### What is needed
The response should be an exact copy of the records, with the pictures removed.

### Material supplied

####################

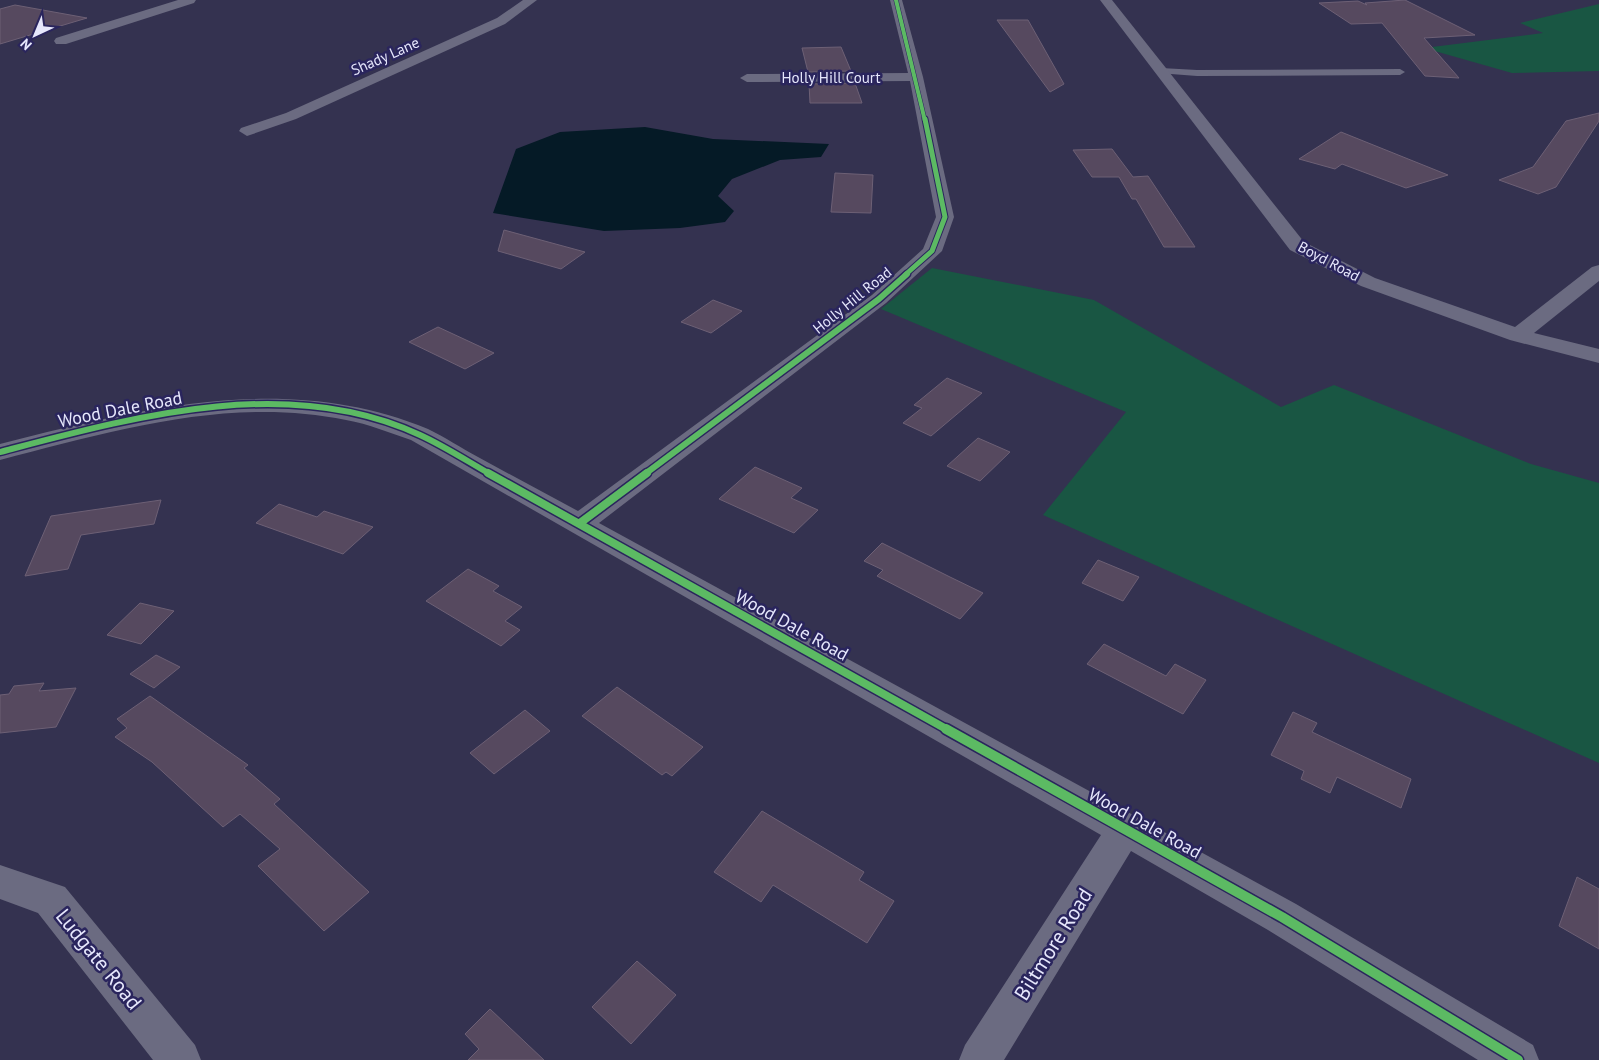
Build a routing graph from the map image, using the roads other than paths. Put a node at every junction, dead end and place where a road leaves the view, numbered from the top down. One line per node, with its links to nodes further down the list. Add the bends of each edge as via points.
1 (190, 0): 5 (street)
2 (531, 0): 10 (street, Shady Lane, via 501,21 291,116)
3 (896, 0): 8 (street, Holly Hill Road)
4 (1106, 0): 6 (street, Boyd Road)
5 (61, 42)
6 (1160, 71): 7 (lane); 12 (street, Boyd Road, via 1297,246 1368,282)
7 (1400, 72)
8 (916, 77): 9 (street, Holly Hill Court); 15 (street, Holly Hill Road, via 945,218 932,251 879,299)
9 (747, 78)
10 (247, 131)
11 (1599, 271): 12 (street)
12 (1518, 334): 13 (street, Boyd Road)
13 (1599, 356)
14 (0, 452): 15 (street, Wood Dale Road, via 89,429 187,410 266,405 311,407 384,422 420,435)
15 (580, 523): 16 (street, Wood Dale Road)
16 (1126, 829): 19 (street, Biltmore Road); 20 (street, Wood Dale Road, via 1282,916)
17 (0, 882): 18 (street, Ludgate Road, via 51,900)
18 (180, 1060)
19 (980, 1060)
20 (1518, 1060)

####################

### Exercise result
Build a routing graph from the map image, using the roads other than paths. Put a node at every junction, dead end and place where a road leaves the view, numbered from the top down. One line per node, with its links to nodes further down the list. Add the bends of each edge as via points.
1 (190, 0): 5 (street)
2 (531, 0): 10 (street, Shady Lane, via 501,21 291,116)
3 (896, 0): 8 (street, Holly Hill Road)
4 (1106, 0): 6 (street, Boyd Road)
5 (61, 42)
6 (1160, 71): 7 (lane); 12 (street, Boyd Road, via 1297,246 1368,282)
7 (1400, 72)
8 (916, 77): 9 (street, Holly Hill Court); 15 (street, Holly Hill Road, via 945,218 932,251 879,299)
9 (747, 78)
10 (247, 131)
11 (1599, 271): 12 (street)
12 (1518, 334): 13 (street, Boyd Road)
13 (1599, 356)
14 (0, 452): 15 (street, Wood Dale Road, via 89,429 187,410 266,405 311,407 384,422 420,435)
15 (580, 523): 16 (street, Wood Dale Road)
16 (1126, 829): 19 (street, Biltmore Road); 20 (street, Wood Dale Road, via 1282,916)
17 (0, 882): 18 (street, Ludgate Road, via 51,900)
18 (180, 1060)
19 (980, 1060)
20 (1518, 1060)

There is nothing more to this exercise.